Leaving the concert, I was too slow to draw my camera, and the moon was beginning to mist over by the time I took this photo. A moment later is was gone. Still, bonus sragull!
Sunday being wet, we visited Brodick Castle. I had time for only the hastiest tour of the walled garden before the drizzle turned to solid rain, and no chance to walk more widely in the grounds. I hadn't been planning to climb Goatfell, but there is a sculpture trail, and promise of views across the water. :
There's a medieval castle in there somewhere, but what's visible is mostly the Victorian concept of a Highland estate, as popularised by Victoria herself. Inside, photography is forbidden (how very twentieth century!) so I have no aide mémoire for the oddments that caught my fancy: a family of silver owls, a fireplace surround of unexpectedly arts-and-crafts tiles, all stylised foliage and the family motto: "Through"
After lunch at the Wineport (which, despite the name, is pretty much the brewery tap, and recommended) we set off to drive round the south of the island, in the rain. Although the road runs close to the sea for most of the way, we had fewer sea views than I expected. Instead it was all lush green fields and lanes between high hedges, more like a patch of Devon gone adrift than like the Western Isles*. The hillsides sloped up above us, dense with green bracken and spiked with purple foxgloves.
*Later I found out that this rich greenery is characteristic of much of Kintyre, too. But on Arran the likeness is reinforced by the number of English accents around, not from the tourists, who were predominently continental European, but from local residents: people at the village hall concert, Brodick Castle volunteer guides...
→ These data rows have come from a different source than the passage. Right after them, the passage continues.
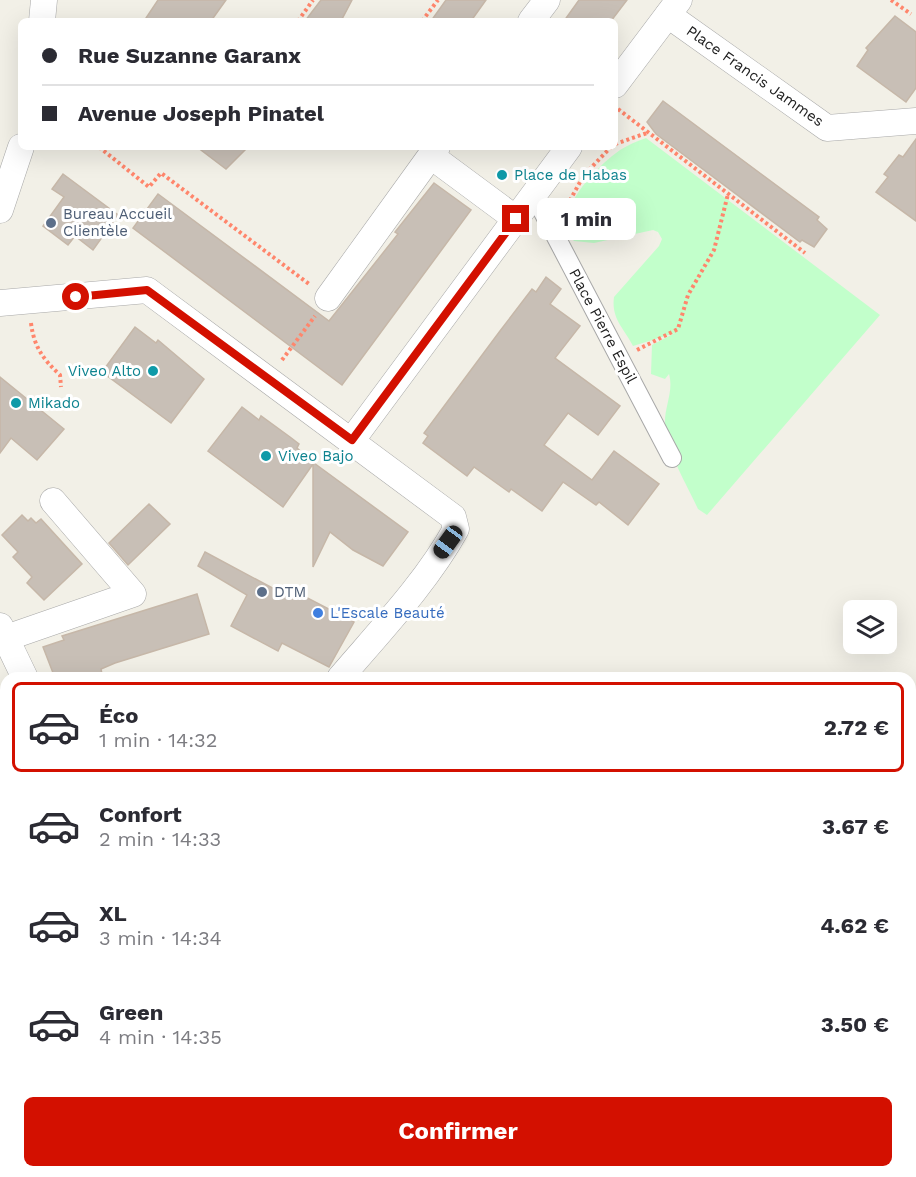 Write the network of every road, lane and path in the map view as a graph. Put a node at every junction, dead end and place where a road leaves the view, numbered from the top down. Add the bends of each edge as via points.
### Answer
1 (44, 0) edge
2 (313, 0) edge
3 (438, 0) edge
4 (547, 0) edge
5 (891, 0) edge
6 (674, 7) edge
7 (911, 14) dead end
8 (42, 18) edge
9 (300, 18) edge
10 (424, 18) edge
11 (533, 18) edge
12 (618, 81) edge
13 (618, 109) edge
14 (916, 121) edge
15 (648, 132) junction
16 (618, 144) edge
17 (20, 150) edge
18 (103, 150) edge
19 (567, 150) edge
20 (609, 150) edge
21 (434, 152) edge
22 (728, 194) junction
23 (534, 195) junction
24 (0, 210) edge
25 (516, 219) junction
26 (557, 239) junction
27 (805, 253) dead end
28 (328, 298) joint
29 (29, 301) junction
30 (0, 303) edge
31 (313, 319) dead end
32 (292, 347) dead end
33 (620, 358) junction
34 (61, 387) dead end
35 (352, 440) junction
36 (672, 458) dead end
37 (53, 501) dead end
38 (3, 632) edge
39 (22, 672) edge
40 (345, 672) edge

1 - 8 street
2 - 9 path
3 - 10 path
4 - 11 street
5 - 7 path
6 - 12 street
6 - 14 street, Place Francis Jammes via 827,128
13 - 15 path
15 - 16 path
15 - 22 path
17 - 24 street
18 - 28 path via 150,187 161,173
19 - 23 street
20 - 26 path via 570,196
21 - 25 street
21 - 28 street
22 - 27 path
22 - 33 path via 714,250 688,295 678,329
23 - 25 street
23 - 26 street, Place Pierre Espil
25 - 35 street
26 - 33 street, Place Pierre Espil
29 - 30 street
29 - 34 path via 35,345 60,375
29 - 35 street via 147,290
31 - 32 path
33 - 36 street, Place Pierre Espil
35 - 40 street via 453,517 456,528 404,603
37 - 38 street via 133,594
38 - 39 street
Time to catch the ferry across to Kintyre and our midsummer cottage. I'd have liked to linger over the drive, and explore Corrie:
Just a tiny village, but it has two harbours. This is the one with the sheep on the jetty - they make perfectly functional bollards. Then on to Lochranza, for coffee at the distillery, and a look round the castle - a proper medieval ruin this time:
Farewell to Arran. The next morning, midsummer was observed - but I've already reported on that.